内部文字エンコーディングのデフォルト値を定義します。

PHP: 実行時設定 – Manual

これのみ、今回設定を変更しました。設定を変更しないとISO-8859-1になってしまいましたので。マルチバイト関数を使わないなら無視する感じ。

mbstring.http_input

デフォルトは"pass"

HTTP 入力文字エンコーディングのデフォルト値を定義します。

PHP: 実行時設定 – Manual

これこのままで問題あるの? って思うと何も問題ないのでこのまま"pass"で。

mbstring.http_output

デフォルトは"pass"

HTTP 出力文字エンコーディングのデフォルト値を定義します。

PHP: 実行時設定 – Manual

これもmbstring.http_inputと同様、このまま"pass"で。

mbstring.encoding_translation

デフォルトは"0"

入力される HTTP クエリに関して、 文字エンコーディング検出および内部文字エンコーディングへの変換を行う 透過的な文字エンコーディングフィルタを有効にします。

PHP: 実行時設定 – Manual

変換なんてされるとややこしいので、このまま"0"で。

mbstring.detect_order

デフォルトはNULL

文字コード検出のデフォルト値を定義します。

PHP: 実行時設定 – Manual

echo implode(', ', mb_detect_order())で確認するとASCII, UTF-8となる。なんか怪しいので、UTF-8, ASCIIにしておく。

mbstring.substitute_character

デフォルトはNULL

無効な文字を代替する文字を定義します。

PHP: 実行時設定 – Manual

あんまり重要じゃないっぽいのでデフォルトのままでいいのかな。ちなみにデフォルトはNULLだけれどもmb_substitute_character()とかmb_get_info()で調べると63が入ってる。

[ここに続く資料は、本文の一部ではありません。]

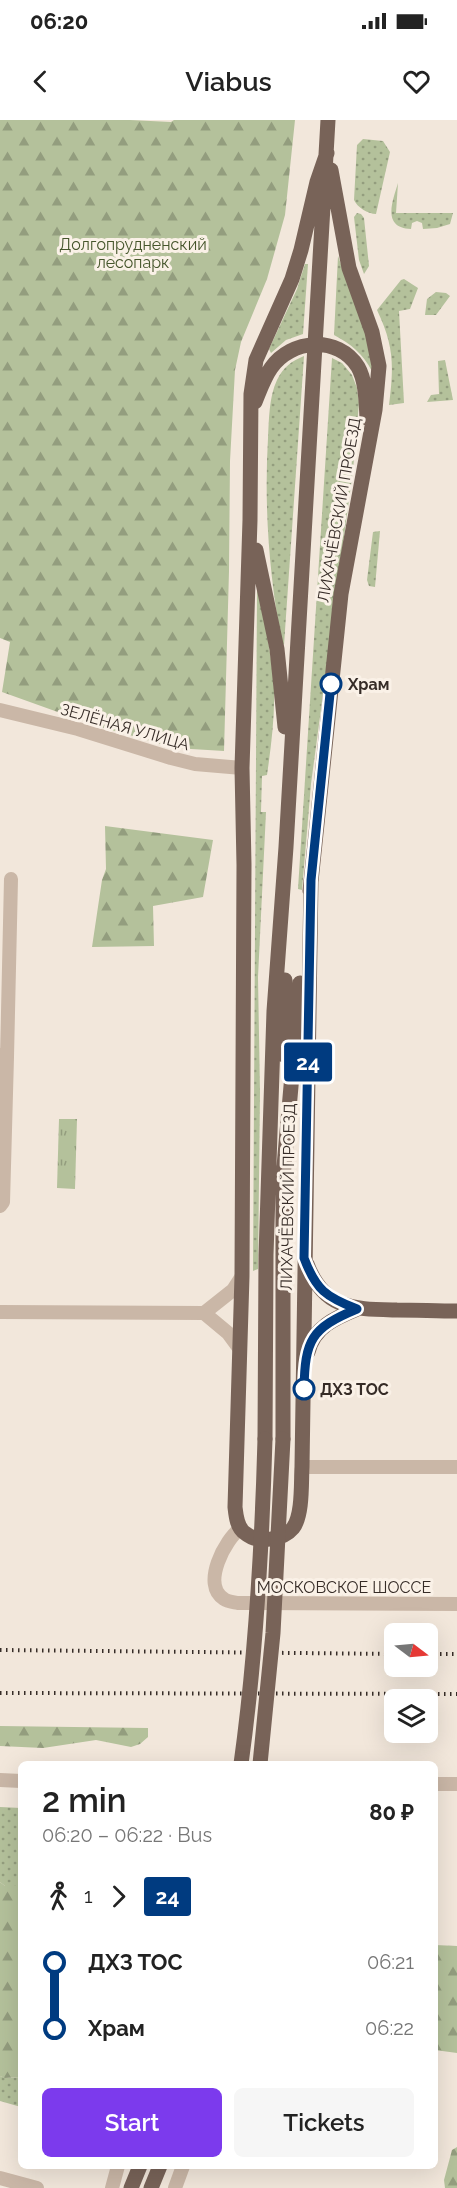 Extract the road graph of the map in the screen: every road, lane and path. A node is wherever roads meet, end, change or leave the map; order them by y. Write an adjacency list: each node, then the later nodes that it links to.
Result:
1 (328, 120): 2 (main road, ЛИХАЧЁВСКИЙ ПРОЕЗД)
2 (327, 153): 3 (main road, ЛИХАЧЁВСКИЙ ПРОЕЗД); 4 (main road, ЛИХАЧЁВСКИЙ ПРОЕЗД); 5 (main road, ЛИХАЧЁВСКИЙ ПРОЕЗД)
3 (316, 344): 4 (main road); 5 (main road); 9 (main road, ЛИХАЧЁВСКИЙ ПРОЕЗД)
4 (251, 413): 6 (main road, ЛИХАЧЁВСКИЙ ПРОЕЗД)
5 (368, 445): 12 (main road, ЛИХАЧЁВСКИЙ ПРОЕЗД)
6 (250, 520): 8 (main road); 9 (main road)
7 (0, 710): 8 (street, ЗЕЛЁНАЯ УЛИЦА)
8 (242, 768): 17 (main road)
9 (290, 769): 10 (main road, ЛИХАЧЁВСКИЙ ПРОЕЗД)
10 (286, 847): 14 (main road, ЛИХАЧЁВСКИЙ ПРОЕЗД); 28 (main road, ЛИХАЧЁВСКИЙ ПРОЕЗД, bridge)
11 (11, 879): 13 (street)
12 (311, 880): 14 (main road, ЛИХАЧЁВСКИЙ ПРОЕЗД); 16 (main road, ЛИХАЧЁВСКИЙ ПРОЕЗД)
13 (3, 1056): 15 (street)
14 (283, 1178): 29 (main road, ЛИХАЧЁВСКИЙ ПРОЕЗД, bridge)
15 (0, 1206)
16 (304, 1258): 18 (main road); 23 (main road, ЛИХАЧЁВСКИЙ ПРОЕЗД)
17 (242, 1276): 21 (street); 22 (main road)
18 (357, 1309): 19 (main road); 23 (main road)
19 (457, 1311)
20 (0, 1312): 21 (street)
21 (204, 1313): 22 (street)
22 (239, 1348): 26 (main road)
23 (304, 1370): 24 (main road)
24 (302, 1467): 25 (street); 26 (main road)
25 (457, 1467)
26 (241, 1528): 27 (street, МОСКОВСКОЕ ШОССЕ)
27 (457, 1604)
28 (242, 1761)
29 (260, 1761)
30 (0, 1780): 31 (street)
31 (18, 1781)
32 (438, 1784): 33 (street)
33 (457, 1784)
34 (117, 2169): 40 (street)
35 (139, 2169): 41 (main road)
36 (159, 2169): 42 (main road)
37 (182, 2169): 43 (street)
38 (0, 2178): 39 (street)
39 (37, 2188)
40 (112, 2188)
41 (131, 2188)
42 (151, 2188)
43 (175, 2188)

という感じで、スクリプトでは以下のように設定してみます。

ini_set('output_buffaring', '0');
ini_set('default_charset', '');
ini_set('mbstring.language', 'neutral');
ini_set('mbstring.internal_encoding', 'UTF-8');
ini_set('mbstring.http_input', 'pass');
ini_set('mbstring.http_output', 'pass');
mb_detect_order('UTF-8, ASCII');
ini_set('mbstring.substitute_character', '63');

mbstring.encoding_translationはPHP_INI_PERDIRで、スクリプトでは設定できないので、.htaccessとかで設定。

php_flag mbstring.encoding_translation 0

ini_set('mbstring.http_input', 'pass');が効かないけれども、出力された後だからかな?

あ、あと、mbstring.func_overloadもあったなぁ。